Earlier Intervention Could Be Key To Beating Autism

One of the few things everyone can agree on with autism is that early intervention with behavioral therapy gives children the best chance at beating developmental delays. Now scientists are trying to determine just how early to intervene and to establish therapies that will work for infants. 

Many children start displaying symptoms of autism such as lack of eye contact and repetitive behavior as early as six months, but diagnosis usually comes after the age of three. The reason: all infants develop at different rates and unless a parent is on the lookout for symptoms of autism spectrum disorders (ASD), they can be easily overlooked at such a young age. 

A new study out of UC Davis MIND Institute conducted a small-scale study to determine the efficacy of therapy on very young children. The study monitored the progress of seven children between the ages of 7 and 15 months who showed signs of autism. The infants and their parents attended weekly therapy sessions, where they learned behavioral modification techniques and exercises they could integrate into their daily lives. 

At 36 months, the results were clear: three of the five children who were expected to develop autism when they were babies displayed no delays or symptoms. One child was diagnosed with mild autism but no developmental delays, and one child developed severe autism.

 

“It was like this beautiful thing happened,” says one parent participant with two older autistic children. Her son didn’t just catch up to his peers, but surpassed them. “This completely helped him. I don’t know what would have happened (otherwise).”

Of course, this study was way too small to draw any real conclusions, so why is it getting so much attention? 

Dr. Jeremy Veenstra-VanderWeele, an associate of psychiatry at Columbia University, answers,“This pilot study suggests that parents can be trained to interact with their at-risk infants using many of the same principles that are used for toddlers and preschoolers with ASD.”

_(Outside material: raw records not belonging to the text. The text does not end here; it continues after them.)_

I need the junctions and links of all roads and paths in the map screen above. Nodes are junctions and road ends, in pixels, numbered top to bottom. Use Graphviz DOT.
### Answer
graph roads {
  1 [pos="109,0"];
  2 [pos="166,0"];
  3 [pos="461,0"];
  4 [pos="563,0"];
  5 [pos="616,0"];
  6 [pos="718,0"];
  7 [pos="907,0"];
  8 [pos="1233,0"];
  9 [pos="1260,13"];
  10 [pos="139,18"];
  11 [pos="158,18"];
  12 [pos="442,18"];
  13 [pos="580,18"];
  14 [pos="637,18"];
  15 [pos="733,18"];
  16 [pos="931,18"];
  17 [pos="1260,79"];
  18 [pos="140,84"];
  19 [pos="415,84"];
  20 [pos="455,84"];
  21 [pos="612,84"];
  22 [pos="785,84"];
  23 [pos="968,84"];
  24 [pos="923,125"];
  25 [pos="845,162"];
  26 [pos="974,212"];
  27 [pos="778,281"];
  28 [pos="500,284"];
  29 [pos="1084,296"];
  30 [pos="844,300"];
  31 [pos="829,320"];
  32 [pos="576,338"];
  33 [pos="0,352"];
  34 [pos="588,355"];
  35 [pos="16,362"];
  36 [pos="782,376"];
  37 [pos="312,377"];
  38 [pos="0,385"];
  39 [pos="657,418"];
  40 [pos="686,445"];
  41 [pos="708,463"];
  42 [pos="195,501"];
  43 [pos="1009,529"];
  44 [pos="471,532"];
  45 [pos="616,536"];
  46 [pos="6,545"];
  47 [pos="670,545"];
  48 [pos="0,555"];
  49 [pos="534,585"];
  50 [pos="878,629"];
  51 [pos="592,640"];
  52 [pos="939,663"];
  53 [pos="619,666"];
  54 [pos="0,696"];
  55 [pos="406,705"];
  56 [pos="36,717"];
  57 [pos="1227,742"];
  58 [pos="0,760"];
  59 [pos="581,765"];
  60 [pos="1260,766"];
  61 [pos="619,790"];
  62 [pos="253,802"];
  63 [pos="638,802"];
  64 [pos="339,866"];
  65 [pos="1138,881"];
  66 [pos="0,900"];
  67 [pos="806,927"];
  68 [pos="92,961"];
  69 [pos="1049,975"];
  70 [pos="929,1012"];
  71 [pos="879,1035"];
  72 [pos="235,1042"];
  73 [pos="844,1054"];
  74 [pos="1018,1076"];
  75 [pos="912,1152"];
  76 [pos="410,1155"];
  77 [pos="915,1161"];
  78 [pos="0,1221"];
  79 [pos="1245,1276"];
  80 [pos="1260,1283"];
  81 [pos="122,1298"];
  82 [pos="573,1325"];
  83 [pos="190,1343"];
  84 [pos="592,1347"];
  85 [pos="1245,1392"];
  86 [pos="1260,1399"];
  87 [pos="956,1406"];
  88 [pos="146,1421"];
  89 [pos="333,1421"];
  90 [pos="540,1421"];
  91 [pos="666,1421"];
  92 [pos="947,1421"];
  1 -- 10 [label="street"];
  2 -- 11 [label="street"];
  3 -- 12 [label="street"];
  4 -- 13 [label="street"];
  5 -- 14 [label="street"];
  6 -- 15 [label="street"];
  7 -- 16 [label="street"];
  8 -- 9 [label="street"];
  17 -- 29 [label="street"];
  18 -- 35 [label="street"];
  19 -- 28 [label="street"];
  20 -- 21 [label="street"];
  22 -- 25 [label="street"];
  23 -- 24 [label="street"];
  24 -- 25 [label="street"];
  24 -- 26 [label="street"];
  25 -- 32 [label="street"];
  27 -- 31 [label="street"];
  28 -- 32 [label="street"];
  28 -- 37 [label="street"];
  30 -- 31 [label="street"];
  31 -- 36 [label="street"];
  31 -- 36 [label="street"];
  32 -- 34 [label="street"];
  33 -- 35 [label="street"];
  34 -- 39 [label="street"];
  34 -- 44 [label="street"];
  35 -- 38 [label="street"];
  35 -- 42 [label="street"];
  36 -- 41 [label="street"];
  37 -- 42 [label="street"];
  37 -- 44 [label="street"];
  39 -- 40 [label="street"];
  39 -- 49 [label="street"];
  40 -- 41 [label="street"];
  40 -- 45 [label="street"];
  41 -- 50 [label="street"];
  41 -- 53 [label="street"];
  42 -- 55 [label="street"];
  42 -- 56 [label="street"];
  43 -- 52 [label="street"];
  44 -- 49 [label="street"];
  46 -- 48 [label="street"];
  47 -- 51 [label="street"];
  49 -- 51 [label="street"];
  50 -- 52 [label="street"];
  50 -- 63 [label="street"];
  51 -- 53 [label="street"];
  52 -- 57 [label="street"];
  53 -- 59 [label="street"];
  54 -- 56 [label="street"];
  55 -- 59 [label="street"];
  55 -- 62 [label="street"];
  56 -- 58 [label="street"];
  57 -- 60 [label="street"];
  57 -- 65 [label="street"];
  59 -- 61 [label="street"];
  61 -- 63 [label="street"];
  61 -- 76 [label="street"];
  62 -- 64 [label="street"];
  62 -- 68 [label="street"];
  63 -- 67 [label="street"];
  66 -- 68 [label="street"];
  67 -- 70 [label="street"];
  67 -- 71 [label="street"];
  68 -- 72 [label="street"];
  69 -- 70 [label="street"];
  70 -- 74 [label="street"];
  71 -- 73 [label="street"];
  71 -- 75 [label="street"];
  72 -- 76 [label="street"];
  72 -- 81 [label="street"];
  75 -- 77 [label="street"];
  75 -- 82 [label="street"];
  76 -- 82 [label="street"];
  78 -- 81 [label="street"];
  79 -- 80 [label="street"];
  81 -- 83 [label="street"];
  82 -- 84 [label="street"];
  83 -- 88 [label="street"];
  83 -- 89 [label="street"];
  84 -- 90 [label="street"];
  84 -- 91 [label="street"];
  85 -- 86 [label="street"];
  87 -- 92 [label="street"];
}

“It begins to set the scene for future randomized, controlled studies to evaluate whether this type of intervention could actually prevent babies from developing full symptoms of autism spectrum disorder,” Veenstra-VanderWeele said. If it proves to work on a larger group, this “would be a truly transformative finding.”

It also shows the need to develop methods for earlier diagnosis. As of now, doctors and parents rely on looking for behavioral symptoms that are easily dismissed or overlooked in very young infants, but soon they may be able to screen with genomic testing or even a simple blood test.